Boston Calling Day 2: Watch Mumford & Sons Get 'A Little Help From Friends' Brandi Carlile, Nathaniel Rateliff

Mumford & Sons performs at Boston Calling - Day 2 on May 27, 2017.
Kristin Corpuz

Mumford & Sons performs at Boston Calling - Day 2 on May 27, 2017.

With the sunny skies and warm weather putting the crowd in a significantly better mood, day two of Boston Calling felt even better than the first. Festival fashion was in full gear, with kimonos flowing, bare legs out and funky makeup glittering in the springtime sun.

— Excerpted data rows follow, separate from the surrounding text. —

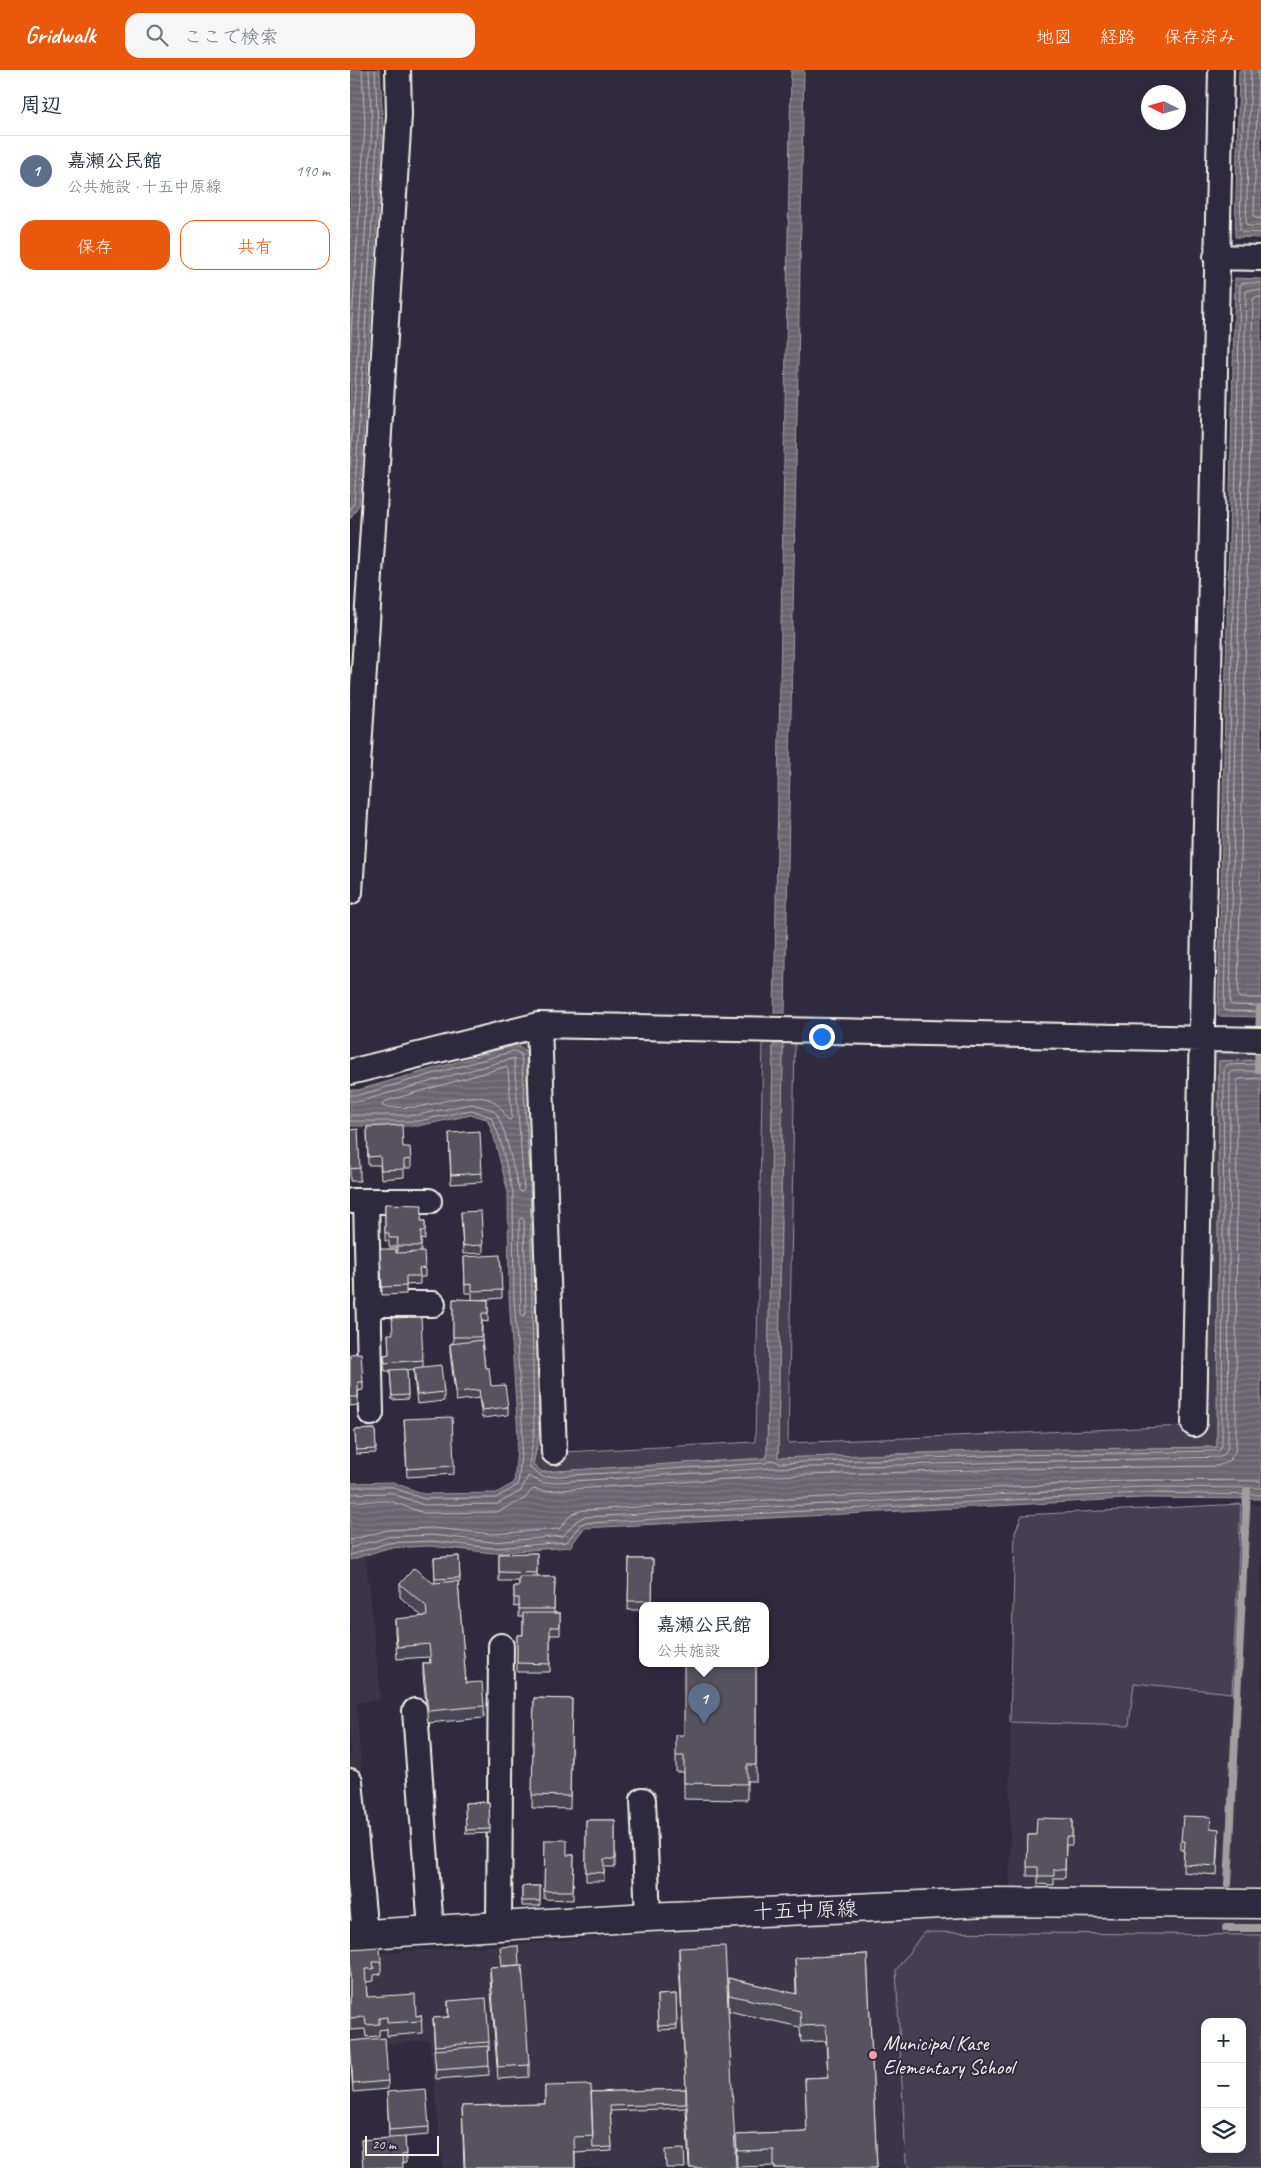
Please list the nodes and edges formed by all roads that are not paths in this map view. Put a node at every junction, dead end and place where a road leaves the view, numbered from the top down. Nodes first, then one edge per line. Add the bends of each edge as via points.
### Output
1 (398, 70) edge
2 (1220, 70) edge
3 (1216, 257) junction
4 (1261, 258) edge
5 (350, 892) edge
6 (538, 1025) junction
7 (1201, 1038) junction
8 (1254, 1040) edge
9 (350, 1072) edge
10 (429, 1200) dead end
11 (358, 1201) edge
12 (368, 1304) junction
13 (432, 1304) dead end
14 (371, 1413) dead end
15 (1194, 1424) dead end
16 (554, 1452) dead end
17 (501, 1646) dead end
18 (415, 1711) dead end
19 (350, 1781) edge
20 (643, 1800) dead end
21 (1261, 1904) edge
22 (648, 1917) junction
23 (499, 1926) junction
24 (431, 1930) junction
25 (357, 1935) edge

1 - 5 street via 399,115
2 - 3 street
3 - 4 street
3 - 7 street
6 - 7 street
6 - 9 street
6 - 16 street
7 - 8 street
7 - 15 street
10 - 11 street
11 - 12 street
12 - 13 street
12 - 14 street
17 - 23 street
18 - 24 street
19 - 25 street
20 - 22 street
21 - 22 main road, 十五中原線 via 989,1902
22 - 23 main road, 十五中原線
23 - 24 main road, 十五中原線
24 - 25 main road, 十五中原線

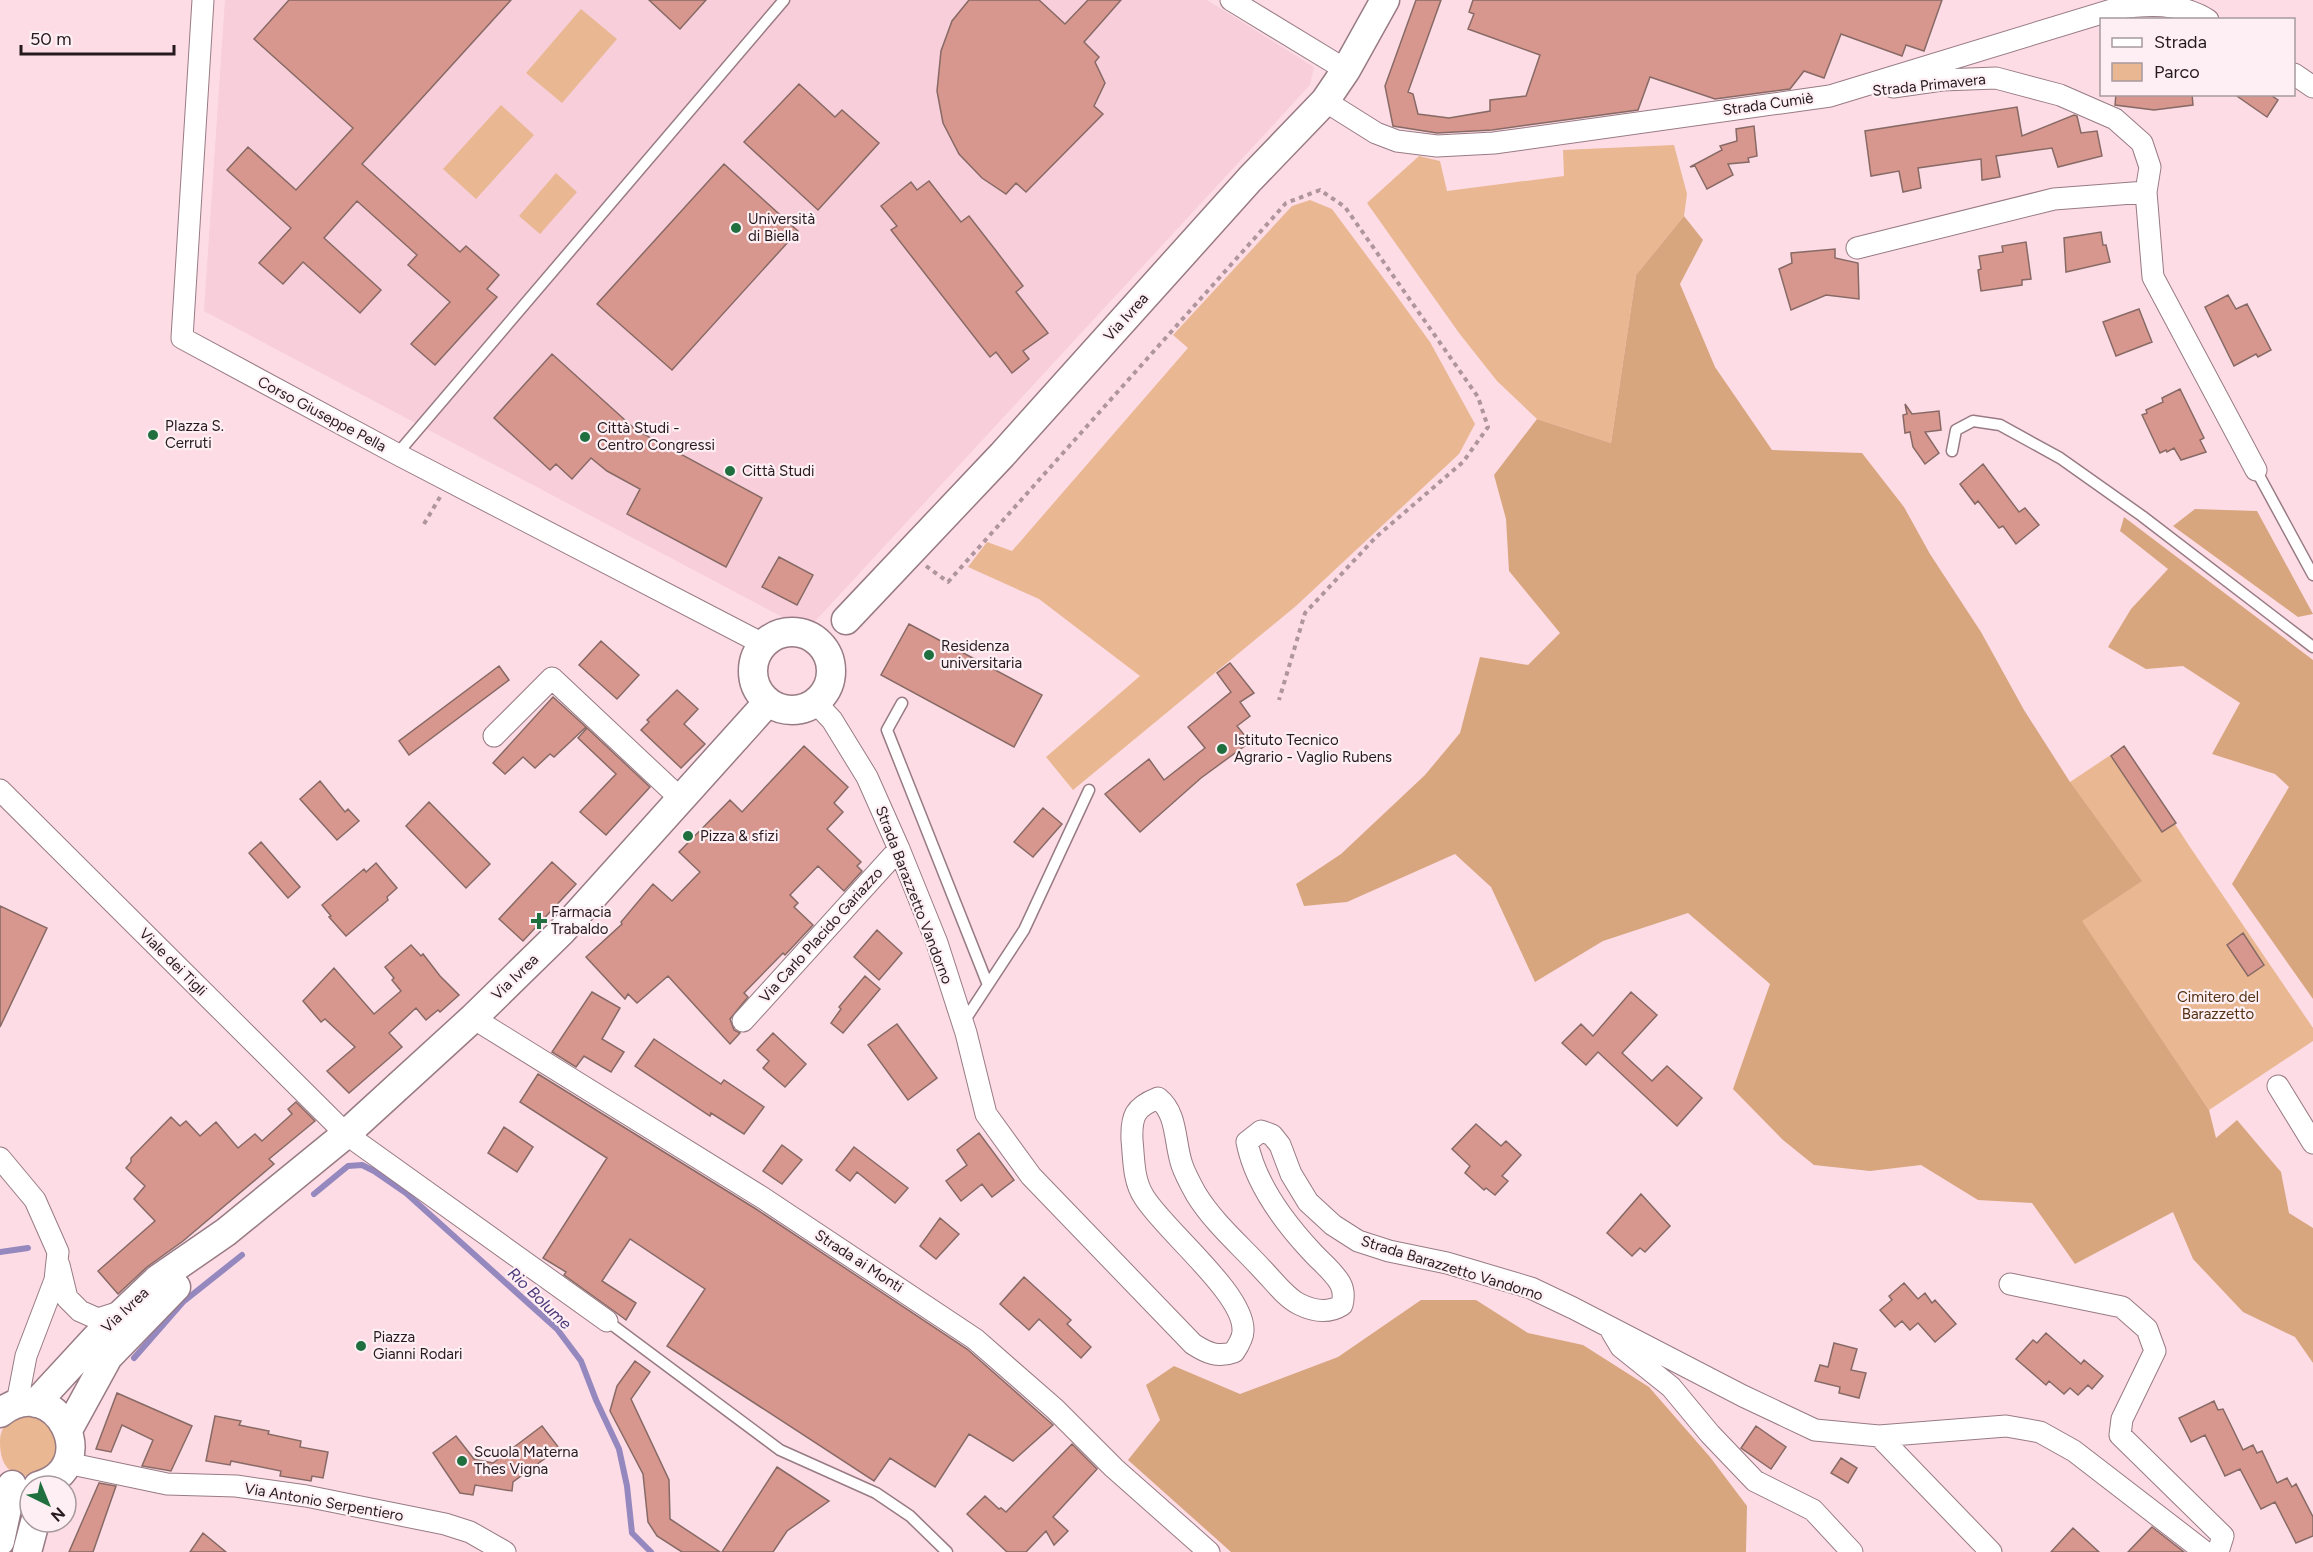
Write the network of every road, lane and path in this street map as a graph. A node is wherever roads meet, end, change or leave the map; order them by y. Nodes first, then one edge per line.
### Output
1 (203, 0) edge
2 (784, 0) edge
3 (1231, 0) edge
4 (1385, 0) edge
5 (2203, 18) edge
6 (1346, 70) junction
7 (2295, 75) edge
8 (2313, 87) edge
9 (1830, 96) junction
10 (1325, 101) junction
11 (2146, 192) junction
12 (1857, 248) dead end
13 (1952, 451) dead end
14 (397, 454) junction
15 (2256, 470) joint
16 (449, 481) junction
17 (424, 524) dead end
18 (909, 553) junction
19 (2313, 575) edge
20 (836, 631) junction
21 (763, 644) junction
22 (2313, 647) edge
23 (1279, 700) dead end
24 (768, 702) junction
25 (815, 702) junction
26 (902, 703) dead end
27 (494, 736) dead end
28 (0, 790) edge
29 (1089, 790) dead end
30 (682, 800) junction
31 (898, 849) junction
32 (988, 985) junction
33 (474, 1018) junction
34 (743, 1021) dead end
35 (963, 1023) junction
36 (2278, 1086) dead end
37 (346, 1134) junction
38 (2313, 1143) edge
39 (0, 1158) edge
40 (226, 1232) junction
41 (57, 1259) junction
42 (2010, 1284) dead end
43 (124, 1311) junction
44 (607, 1321) joint
45 (1609, 1326) junction
46 (18, 1406) edge
47 (68, 1430) junction
48 (1879, 1436) junction
49 (66, 1463) junction
50 (56, 1474) edge
51 (18, 1504) edge
52 (470, 1532) junction
53 (32, 1534) edge
54 (0, 1541) edge
55 (27, 1552) edge
56 (492, 1552) edge
57 (505, 1552) edge
58 (947, 1552) edge
59 (1209, 1552) edge
60 (1852, 1552) edge
61 (1991, 1552) edge
62 (2205, 1552) edge
63 (2218, 1552) edge

1 - 14 street, Corso Giuseppe Pella
2 - 14 lane
3 - 6 street
4 - 6 main road, Via Ivrea
5 - 9 street, Strada Cumiè
6 - 10 main road, Via Ivrea
7 - 8 street
9 - 10 street, Strada Cumiè
9 - 11 street, Strada Primavera
10 - 18 main road, Via Ivrea
11 - 12 street
11 - 15 street, Strada Primavera
13 - 22 lane
14 - 16 street, Corso Giuseppe Pella
15 - 19 lane
16 - 17 path
16 - 21 street, Corso Giuseppe Pella
18 - 20 main road, Via Ivrea
18 - 23 path
20 - 21 main road
20 - 25 main road
21 - 24 main road
24 - 25 main road
24 - 30 main road, Via Ivrea
25 - 31 street, Strada Barazzetto Vandorno
26 - 32 lane
27 - 30 street
28 - 37 street, Viale dei Tigli
29 - 32 lane
30 - 33 main road, Via Ivrea
31 - 34 street, Via Carlo Placido Gariazzo
31 - 35 street, Strada Barazzetto Vandorno
32 - 35 lane
33 - 37 main road, Via Ivrea
33 - 59 street, Strada ai Monti
35 - 45 street, Strada Barazzetto Vandorno
36 - 38 street
37 - 40 main road, Via Ivrea
37 - 44 street
39 - 41 street
40 - 43 main road, Via Ivrea
40 - 47 main road, Via Ivrea
41 - 43 street
41 - 46 street
42 - 63 street
43 - 46 main road, Via Ivrea
44 - 58 lane
45 - 48 street, Strada Barazzetto Vandorno
45 - 60 street
46 - 47 main road
47 - 49 main road
48 - 61 street
48 - 62 street, Strada Barazzetto Vandorno
49 - 50 main road
49 - 52 street, Via Antonio Serpentiero
51 - 54 main road
52 - 56 street
52 - 57 street, Via Antonio Serpentiero
53 - 55 main road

More people showed up for the festival than on day one, making the grounds more crowded, but everyone still managed to snag spots to see their favorite bands. Here were some of the highlights:

2:30 p.m. Tensions run high as Russ, who was slated to go on at 2 p.m., still has not shown up. Chants of “We want Russ!” escalate to “What the f--- Russ?!” And yet, as his set time came and went, fans stuck around, holding out hope that he would come out to perform. Photographers in the pit are informed that his bus has broken down, and he is still intending to perform. Finally, around 2:45 p.m. (when his set was supposed to be ending), Russ runs onstage yelling the words to his most popular song, “What They Want.” After the song, in response to the chants, he side-eyed the audience, saying, “Y’all need to chill the f--- out.”

3:15 p.m. Singer-songwriter Moses Sumney brings his ethereal sounds and soaring falsetto to the green stage, wowing with his originals and a Bjork cover. Accompanied by only a small band and a loop pedal, he captivates the audience’s attention with his hypnotizing voice.

3:30 p.m. English pop duo Oh Wonder dances their way onstage playing familiar songs, including their newest single, “Ultralife.” Lead singer Josephine Vander Gucht grabbed the audience’s attention, not only because of her neon green bermuda shorts, but because of her bubbly personality that shone through as she bounced around the stage. The duo accompanied themselves on keyboards and trigger pads, creating an energetic vibe that spread throughout the crowd.

5:20 p.m. With inflatable set pieces in every color of the rainbow, the crowd was ready for an electric performance from Tegan & Sara. The duo kept it casual, making the audience feel like a part of their show. Tegan told a story about how Sara wanted to be a lawyer and go to Harvard (the festival is being held on Harvard’s campus), but concluded the story by asking the audience, “It’s OK that she’s not a lawyer, because doesn’t she make an awesome rock star?!”

6:25 p.m. Nathaniel Rateliff & The Night Sweats hit the ground running with their soulful bluesy country sound. Rateliff fronted the band with bravado, switching between rhythmic tambourine and twangy solos on his guitar all while singing lead. The band’s tight three-piece horn section served as the cherry on top of a killer rhythm section, as they kept the audience clapping and dancing throughout their entire set. An audience member remarked, “I’m not a huge fan of country, but these guys are incredible.”

8 p.m. Fans camped out the entire day to see the blue stage’s closing band for the day, English alt-pop group The 1975. Looking dapper in intricate suits, the band supported lead singer Matthew Healy as he bounced around the stage. For those who had never seen the band live before, Healy’s eclectic performance was a bit shocking, as he rolled his eyes into the back of his head and slinked around the stage. However, the band did not disappoint, playing songs like “Chocolate” and “The City,” which even casual fans knew the words to. The lights behind the band amplified the show even more, with technicolor LEDs illuminating the entire crowd.

8:50 p.m. With the entire field packed, the crowd eagerly awaited the arrival of the night’s headliners, Mumford & Sons. An ambient track played as the band made their entrance in the dark, with fans buzzing in excitement, until the lights finally came up with the strum of the first chord.

Throughout their two-hour set, the band kept their energy up so that the audience couldn’t help but move and sing along. The played favorites like “Little Lion Man” and “I Will Wait,” with the sounds of the audience screaming the words echoing off the Harvard coliseum. Lead singer Marcus Mumford even hopped on the drums during “Dustbowl Dance” and kicked them over.

The band closed out the night with a rendition of “With a Little Help From My Friends,” inviting Brandi Carlile and Nathaniel Rateliff to join them onstage.